*Task goal:* Pull out every line in the data that has the string "pixels" in it.

*Records provided:*
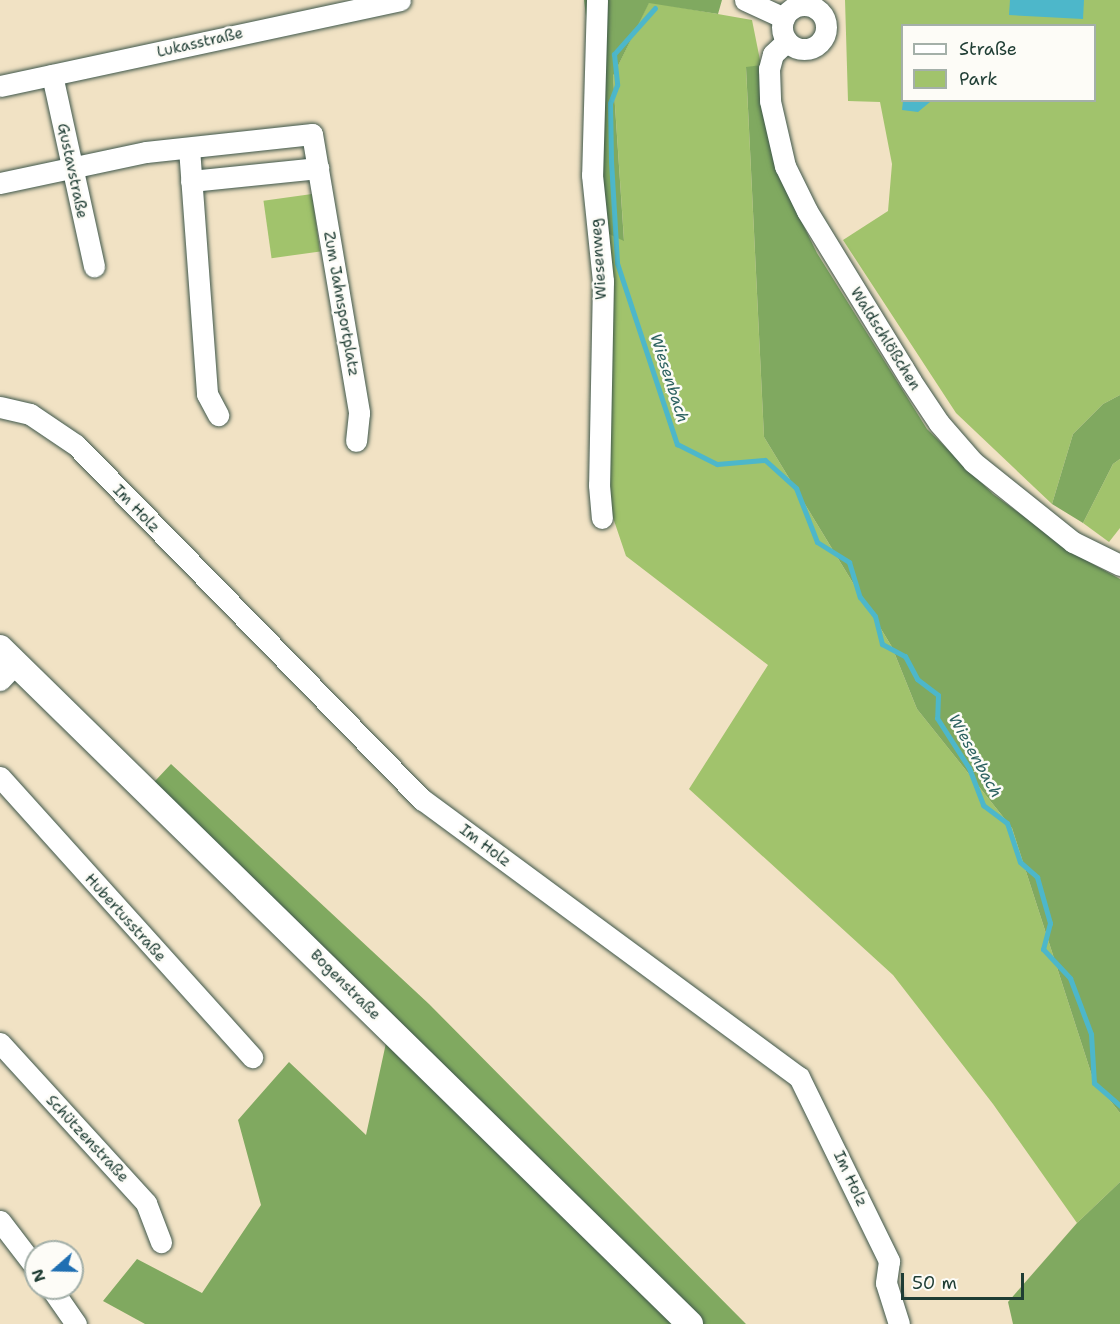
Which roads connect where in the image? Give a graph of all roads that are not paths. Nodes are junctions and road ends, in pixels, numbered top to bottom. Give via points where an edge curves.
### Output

==

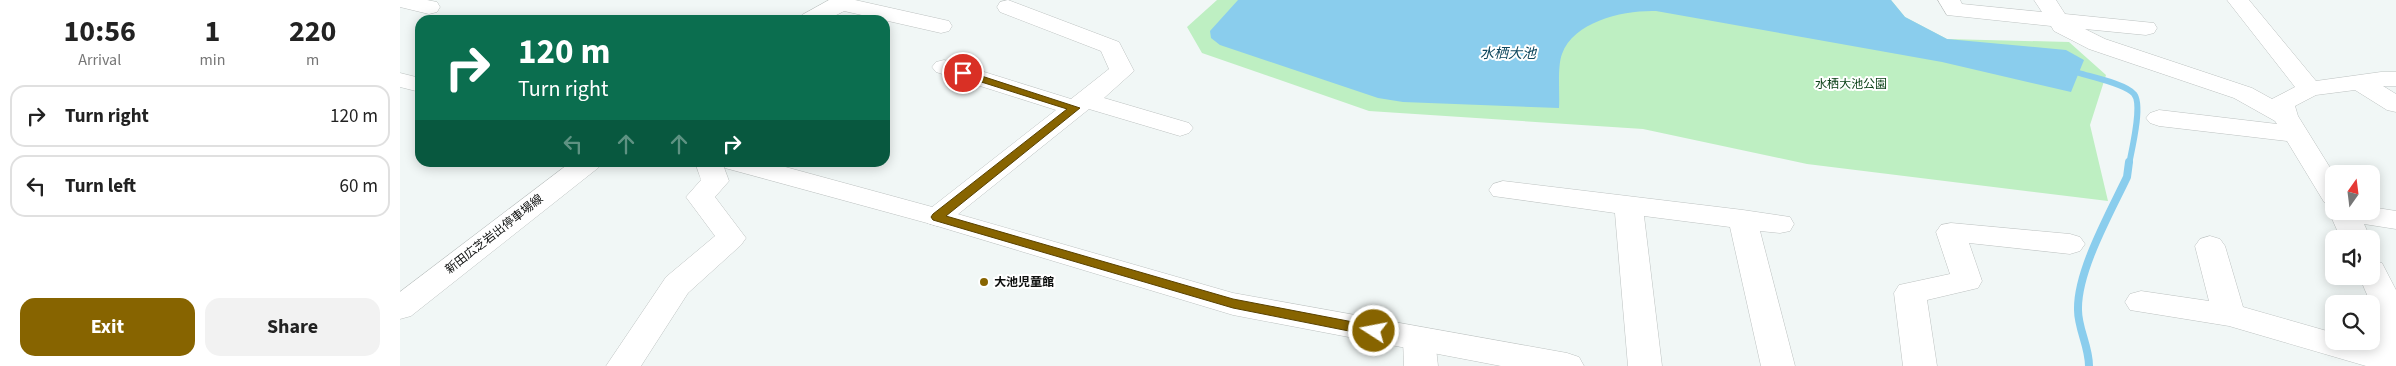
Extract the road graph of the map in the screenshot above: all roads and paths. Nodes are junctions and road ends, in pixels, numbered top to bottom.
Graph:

*Written response:*
Which roads connect where in the image? Give a graph of all roads that are not paths. Nodes are junctions and road ends, in pixels, numbered top to bottom. Give via points where an edge curves.
Extract the road graph of the map in the screenshot above: all roads and paths. Nodes are junctions and road ends, in pixels, numbered top to bottom.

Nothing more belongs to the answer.